■ WHAT YOU NEED TO DO
Filter the records below for the word "Sacramento". Keep each line that has it.

Data records:

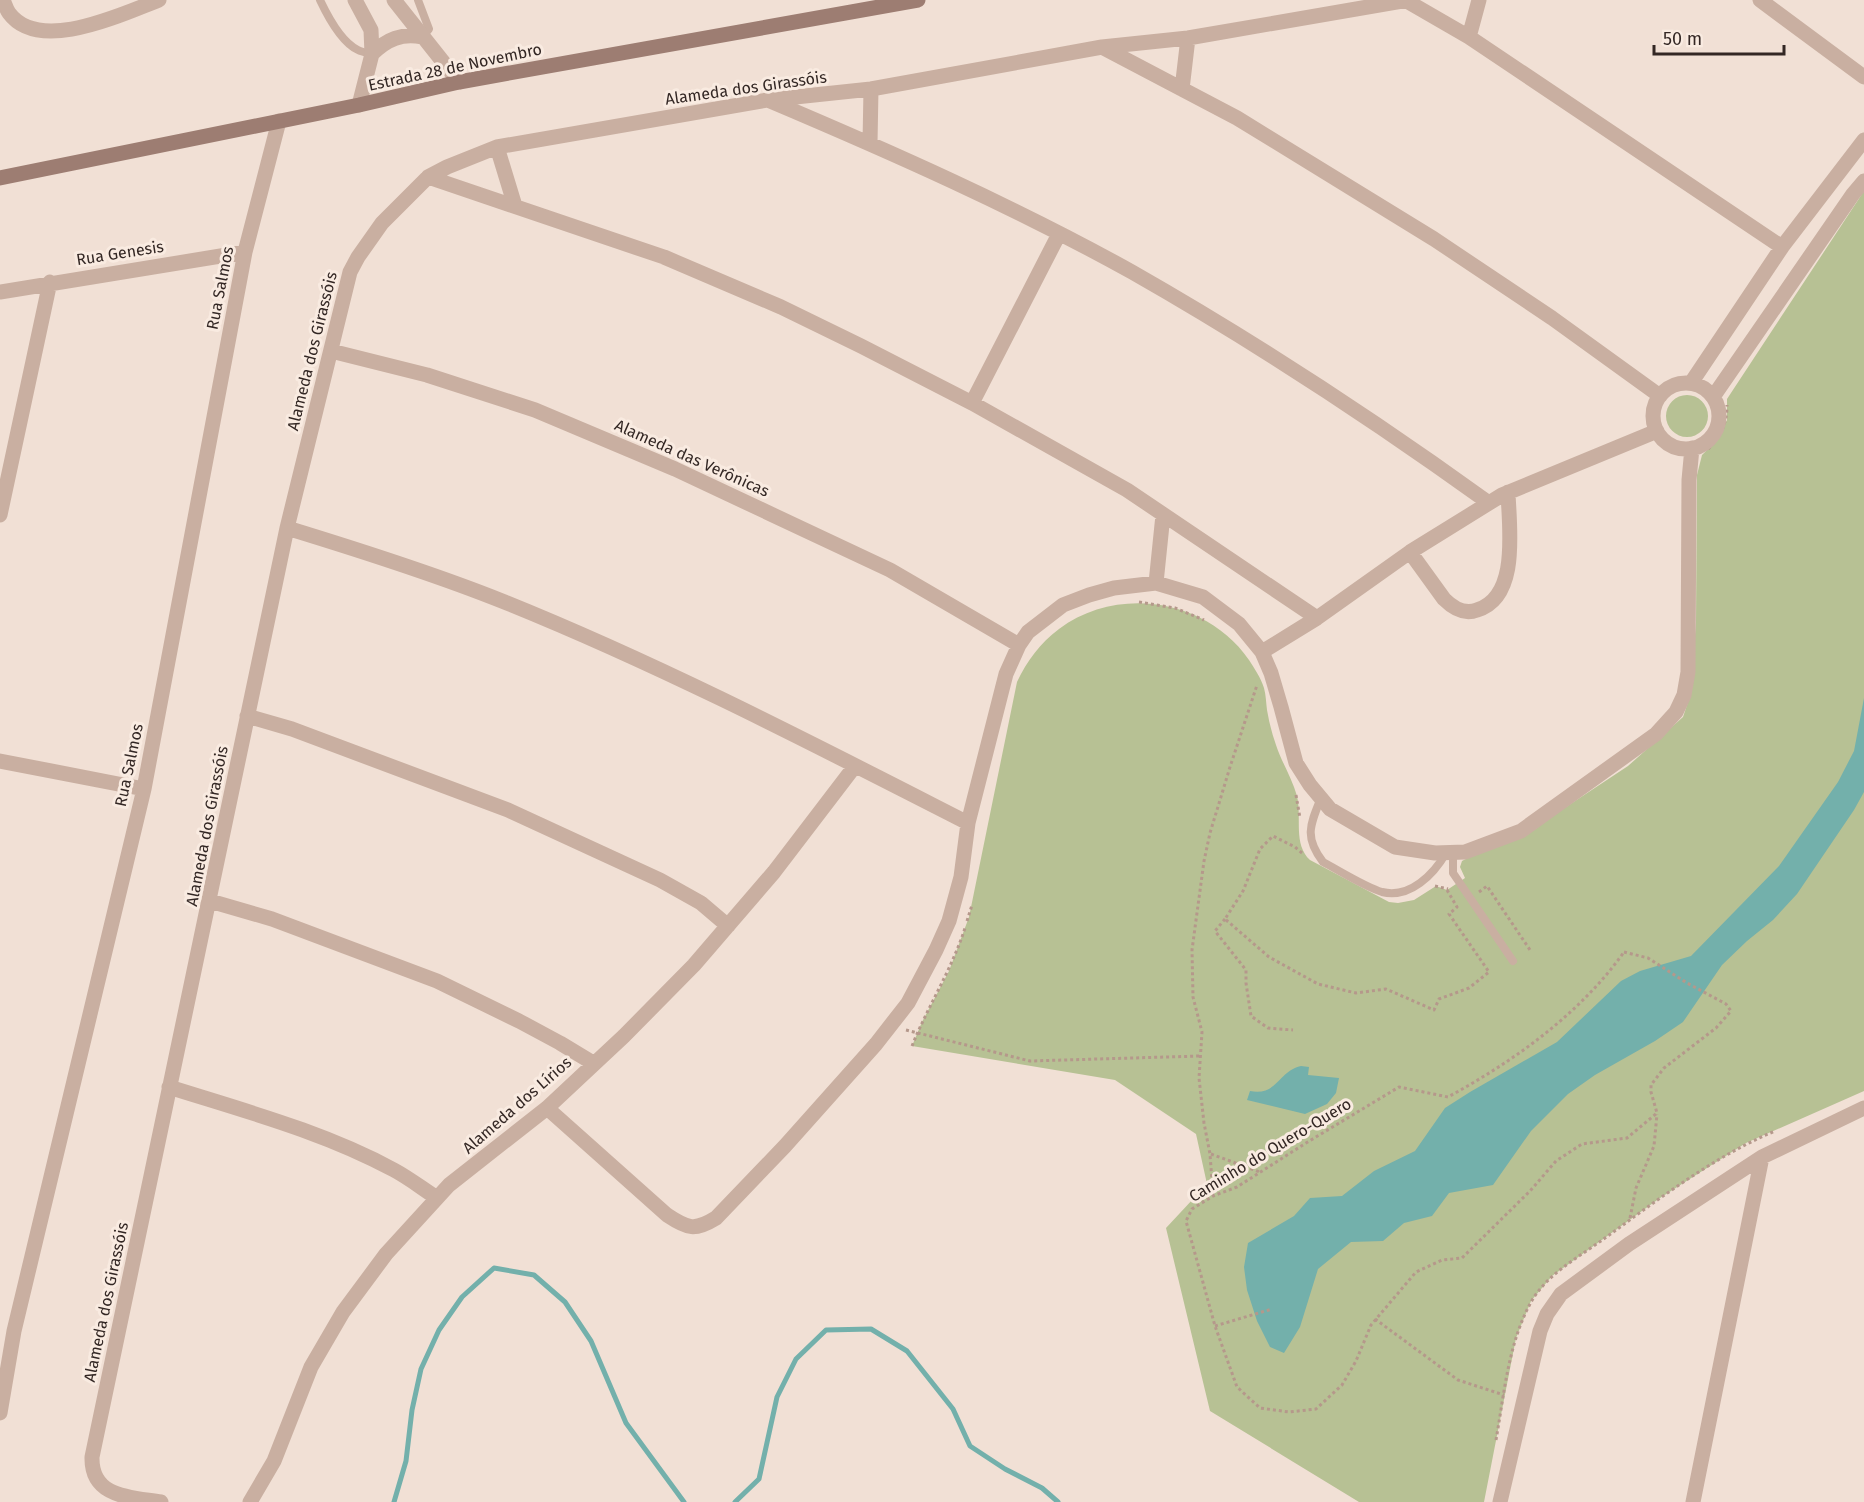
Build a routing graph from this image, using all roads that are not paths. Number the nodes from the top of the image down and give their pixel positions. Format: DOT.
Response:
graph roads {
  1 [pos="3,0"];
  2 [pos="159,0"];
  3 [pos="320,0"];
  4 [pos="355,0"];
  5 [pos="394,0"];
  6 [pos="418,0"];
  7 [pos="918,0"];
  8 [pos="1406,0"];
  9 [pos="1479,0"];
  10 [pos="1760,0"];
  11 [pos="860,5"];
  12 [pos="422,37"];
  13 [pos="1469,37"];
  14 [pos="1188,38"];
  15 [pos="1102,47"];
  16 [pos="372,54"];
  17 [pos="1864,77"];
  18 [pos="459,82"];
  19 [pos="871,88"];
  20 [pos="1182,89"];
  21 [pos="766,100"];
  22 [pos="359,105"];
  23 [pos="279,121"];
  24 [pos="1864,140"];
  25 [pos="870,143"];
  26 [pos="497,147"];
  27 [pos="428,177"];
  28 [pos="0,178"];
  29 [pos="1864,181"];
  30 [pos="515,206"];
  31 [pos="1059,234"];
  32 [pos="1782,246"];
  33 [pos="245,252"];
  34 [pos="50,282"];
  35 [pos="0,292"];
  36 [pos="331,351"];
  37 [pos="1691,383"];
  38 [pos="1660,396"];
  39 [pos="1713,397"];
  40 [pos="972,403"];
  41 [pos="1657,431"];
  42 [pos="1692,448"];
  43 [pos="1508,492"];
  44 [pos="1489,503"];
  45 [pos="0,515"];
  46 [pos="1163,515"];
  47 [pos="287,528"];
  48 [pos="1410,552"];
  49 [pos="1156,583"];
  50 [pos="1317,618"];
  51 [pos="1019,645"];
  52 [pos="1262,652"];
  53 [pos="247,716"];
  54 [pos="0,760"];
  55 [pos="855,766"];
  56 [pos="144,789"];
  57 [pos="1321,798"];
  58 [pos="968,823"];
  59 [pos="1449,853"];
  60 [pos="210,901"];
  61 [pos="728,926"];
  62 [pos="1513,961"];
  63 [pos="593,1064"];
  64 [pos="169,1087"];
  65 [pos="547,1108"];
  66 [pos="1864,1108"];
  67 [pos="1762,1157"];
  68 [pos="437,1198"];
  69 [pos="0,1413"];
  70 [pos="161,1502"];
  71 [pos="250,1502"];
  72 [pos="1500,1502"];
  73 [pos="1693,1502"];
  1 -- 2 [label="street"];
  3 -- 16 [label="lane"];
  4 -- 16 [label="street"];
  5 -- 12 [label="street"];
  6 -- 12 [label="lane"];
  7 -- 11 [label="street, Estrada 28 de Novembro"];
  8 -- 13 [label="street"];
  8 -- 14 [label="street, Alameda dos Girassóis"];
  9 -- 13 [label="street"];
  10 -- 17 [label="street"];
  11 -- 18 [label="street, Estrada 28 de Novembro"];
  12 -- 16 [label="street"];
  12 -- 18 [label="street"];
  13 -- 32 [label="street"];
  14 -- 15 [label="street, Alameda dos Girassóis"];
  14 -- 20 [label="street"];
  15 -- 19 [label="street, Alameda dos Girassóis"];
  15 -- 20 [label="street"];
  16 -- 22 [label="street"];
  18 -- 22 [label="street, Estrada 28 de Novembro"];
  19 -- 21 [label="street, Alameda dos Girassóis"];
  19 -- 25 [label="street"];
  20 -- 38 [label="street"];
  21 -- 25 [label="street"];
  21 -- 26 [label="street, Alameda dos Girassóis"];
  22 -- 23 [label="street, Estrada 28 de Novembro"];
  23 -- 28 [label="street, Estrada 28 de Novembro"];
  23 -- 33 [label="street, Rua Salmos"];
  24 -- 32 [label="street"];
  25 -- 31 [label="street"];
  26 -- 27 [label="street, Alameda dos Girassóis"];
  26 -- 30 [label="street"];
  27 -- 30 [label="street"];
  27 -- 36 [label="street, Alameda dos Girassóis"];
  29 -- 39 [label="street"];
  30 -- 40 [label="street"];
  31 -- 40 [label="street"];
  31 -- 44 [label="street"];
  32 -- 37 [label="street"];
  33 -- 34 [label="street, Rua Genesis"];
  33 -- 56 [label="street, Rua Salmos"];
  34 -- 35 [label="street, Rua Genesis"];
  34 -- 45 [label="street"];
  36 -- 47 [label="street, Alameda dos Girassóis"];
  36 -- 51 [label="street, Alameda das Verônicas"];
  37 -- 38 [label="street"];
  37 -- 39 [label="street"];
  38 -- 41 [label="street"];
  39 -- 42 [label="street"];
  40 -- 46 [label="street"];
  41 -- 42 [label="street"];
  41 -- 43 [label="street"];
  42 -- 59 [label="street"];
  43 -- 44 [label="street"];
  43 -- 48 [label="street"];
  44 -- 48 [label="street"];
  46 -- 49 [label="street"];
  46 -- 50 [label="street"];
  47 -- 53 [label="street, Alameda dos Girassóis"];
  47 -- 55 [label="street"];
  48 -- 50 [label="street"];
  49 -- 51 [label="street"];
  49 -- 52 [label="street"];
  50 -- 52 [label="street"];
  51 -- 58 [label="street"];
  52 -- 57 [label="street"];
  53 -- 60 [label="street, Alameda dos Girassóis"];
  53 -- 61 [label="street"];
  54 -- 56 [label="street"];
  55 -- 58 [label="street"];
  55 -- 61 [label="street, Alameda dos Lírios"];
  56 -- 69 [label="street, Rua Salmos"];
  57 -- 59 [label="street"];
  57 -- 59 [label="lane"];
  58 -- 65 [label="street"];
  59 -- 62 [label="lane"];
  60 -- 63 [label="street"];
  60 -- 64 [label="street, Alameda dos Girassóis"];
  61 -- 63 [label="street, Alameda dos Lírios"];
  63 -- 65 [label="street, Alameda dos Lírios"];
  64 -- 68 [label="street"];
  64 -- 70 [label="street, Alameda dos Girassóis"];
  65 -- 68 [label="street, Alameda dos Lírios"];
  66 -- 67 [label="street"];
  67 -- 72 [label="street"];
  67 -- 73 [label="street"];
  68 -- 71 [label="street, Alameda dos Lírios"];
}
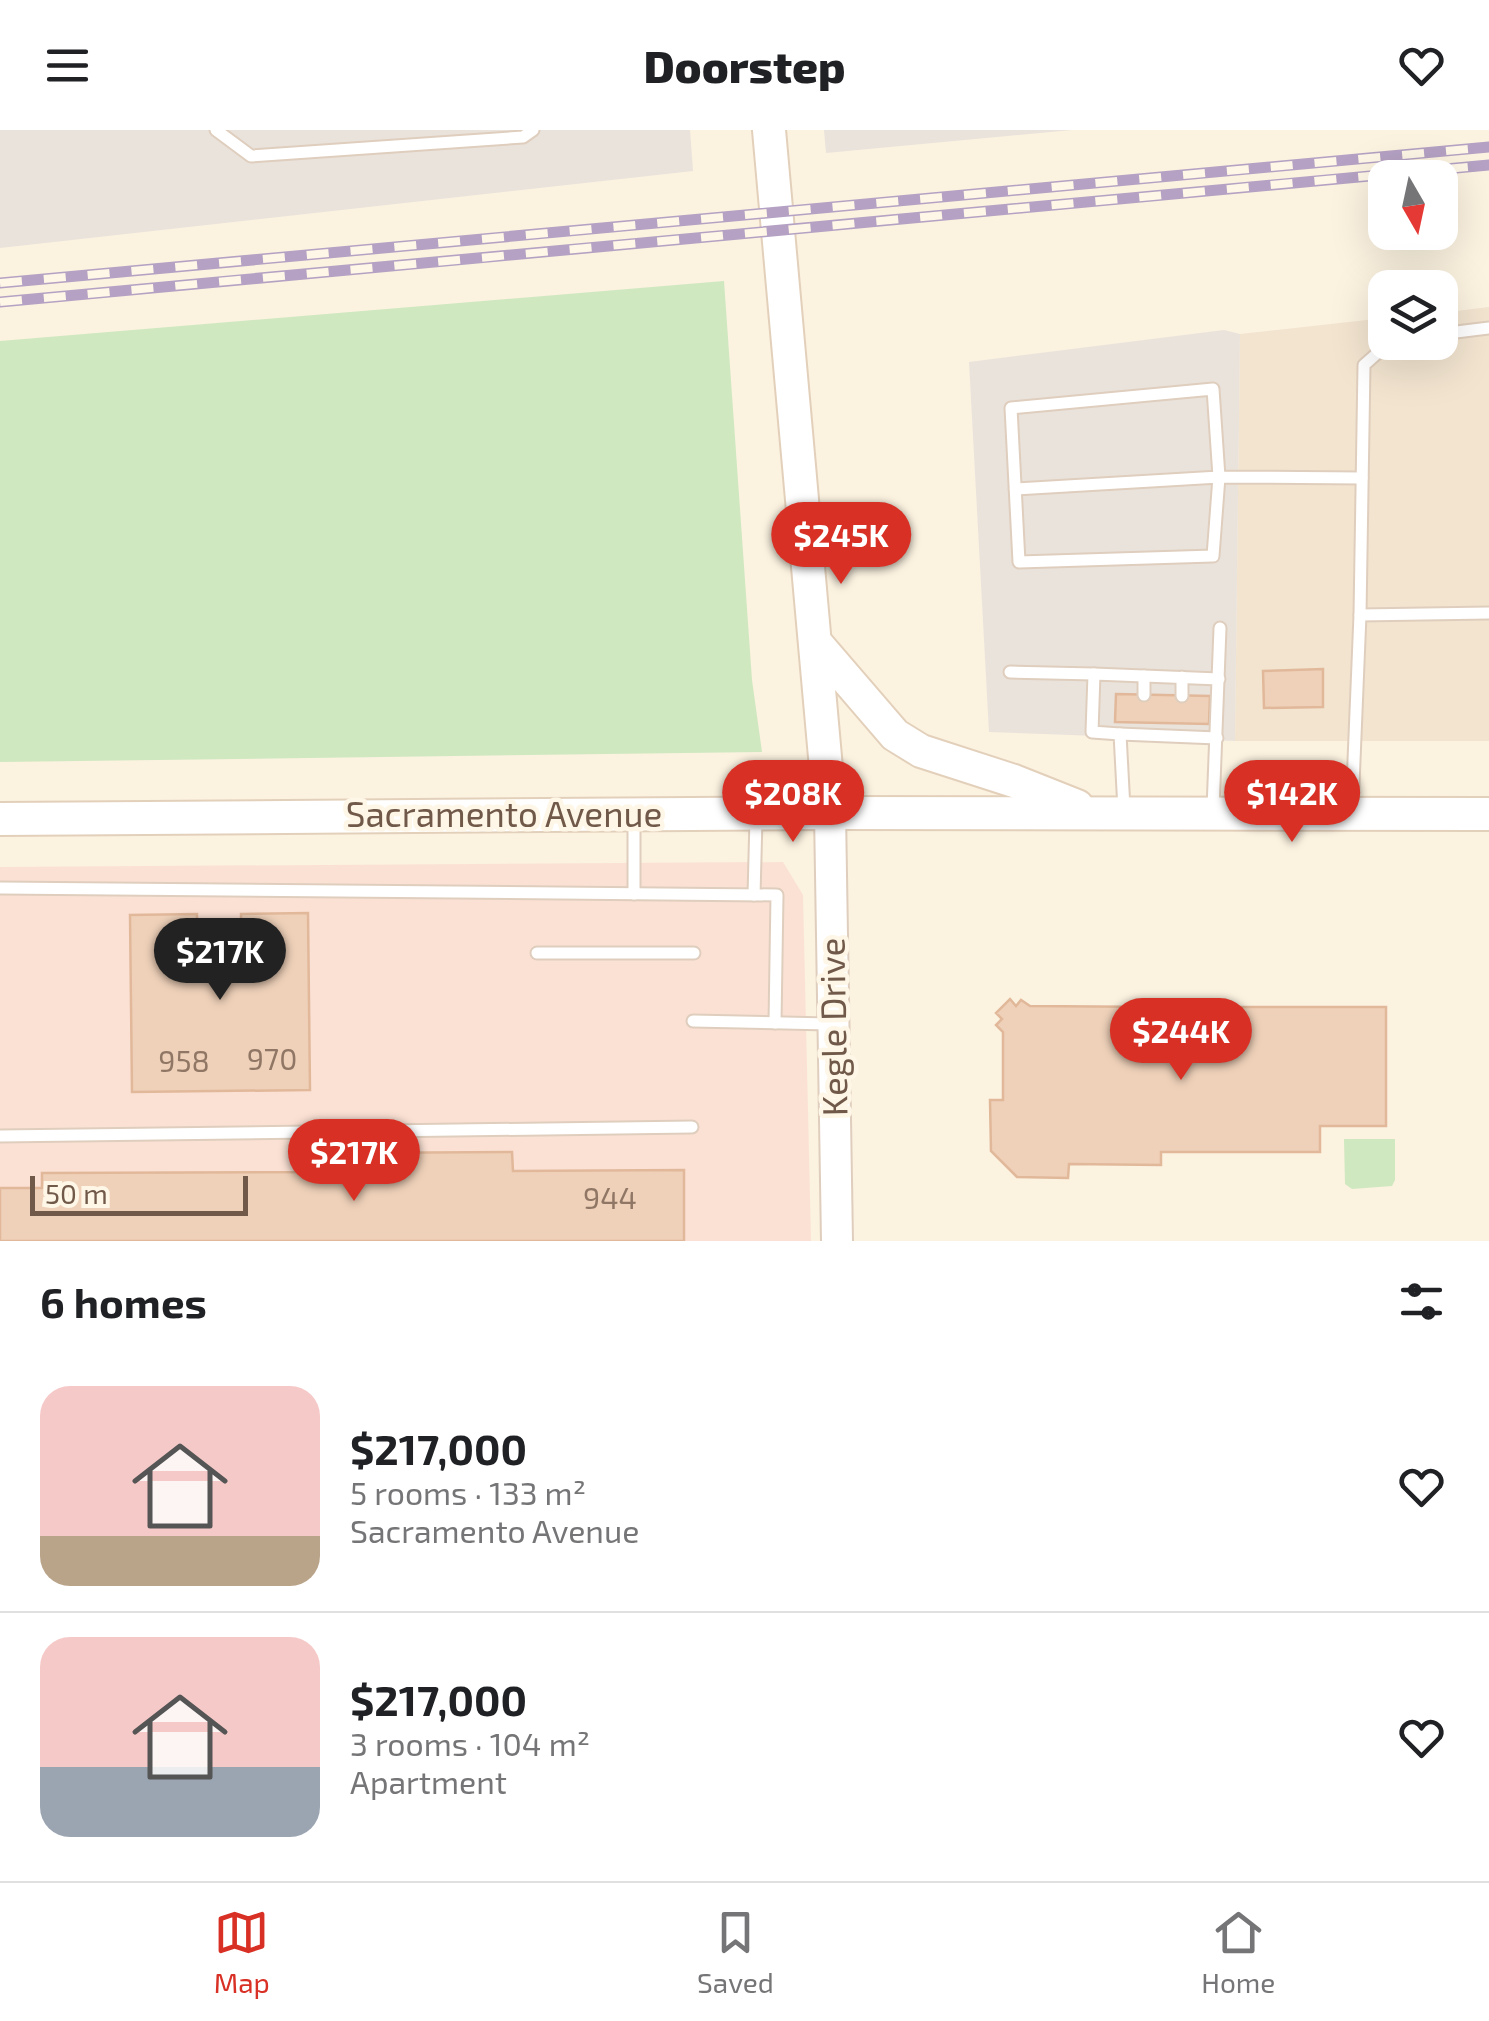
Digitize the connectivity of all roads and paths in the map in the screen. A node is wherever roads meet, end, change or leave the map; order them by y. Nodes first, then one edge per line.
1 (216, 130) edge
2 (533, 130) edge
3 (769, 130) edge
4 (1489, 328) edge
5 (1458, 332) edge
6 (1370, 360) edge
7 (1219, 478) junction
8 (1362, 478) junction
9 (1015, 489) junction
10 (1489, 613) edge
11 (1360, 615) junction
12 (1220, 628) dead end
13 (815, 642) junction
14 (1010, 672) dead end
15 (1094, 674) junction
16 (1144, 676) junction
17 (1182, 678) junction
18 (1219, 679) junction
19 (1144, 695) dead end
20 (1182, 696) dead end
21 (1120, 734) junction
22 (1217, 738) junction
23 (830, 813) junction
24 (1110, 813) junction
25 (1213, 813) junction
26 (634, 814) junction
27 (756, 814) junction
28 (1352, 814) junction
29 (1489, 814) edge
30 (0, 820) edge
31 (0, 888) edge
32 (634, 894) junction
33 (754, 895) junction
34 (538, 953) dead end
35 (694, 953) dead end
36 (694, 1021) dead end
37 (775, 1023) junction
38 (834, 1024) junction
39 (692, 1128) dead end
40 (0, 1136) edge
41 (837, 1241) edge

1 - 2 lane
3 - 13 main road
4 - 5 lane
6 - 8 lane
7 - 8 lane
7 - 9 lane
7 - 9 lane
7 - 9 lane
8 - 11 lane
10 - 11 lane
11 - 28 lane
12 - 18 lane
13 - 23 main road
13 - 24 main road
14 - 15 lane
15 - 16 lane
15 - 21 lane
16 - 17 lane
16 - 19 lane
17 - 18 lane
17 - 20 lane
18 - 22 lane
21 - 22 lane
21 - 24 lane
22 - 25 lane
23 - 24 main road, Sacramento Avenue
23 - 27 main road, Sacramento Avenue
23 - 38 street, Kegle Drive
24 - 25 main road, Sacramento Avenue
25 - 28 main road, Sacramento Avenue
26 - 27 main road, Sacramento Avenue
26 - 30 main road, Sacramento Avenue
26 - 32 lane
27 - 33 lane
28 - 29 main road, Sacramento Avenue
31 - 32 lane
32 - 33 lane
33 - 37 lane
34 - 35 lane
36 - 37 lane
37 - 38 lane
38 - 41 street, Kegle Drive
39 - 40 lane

■ PROBLEM SOLUTION
23 - 24 main road, Sacramento Avenue
23 - 27 main road, Sacramento Avenue
24 - 25 main road, Sacramento Avenue
25 - 28 main road, Sacramento Avenue
26 - 27 main road, Sacramento Avenue
26 - 30 main road, Sacramento Avenue
28 - 29 main road, Sacramento Avenue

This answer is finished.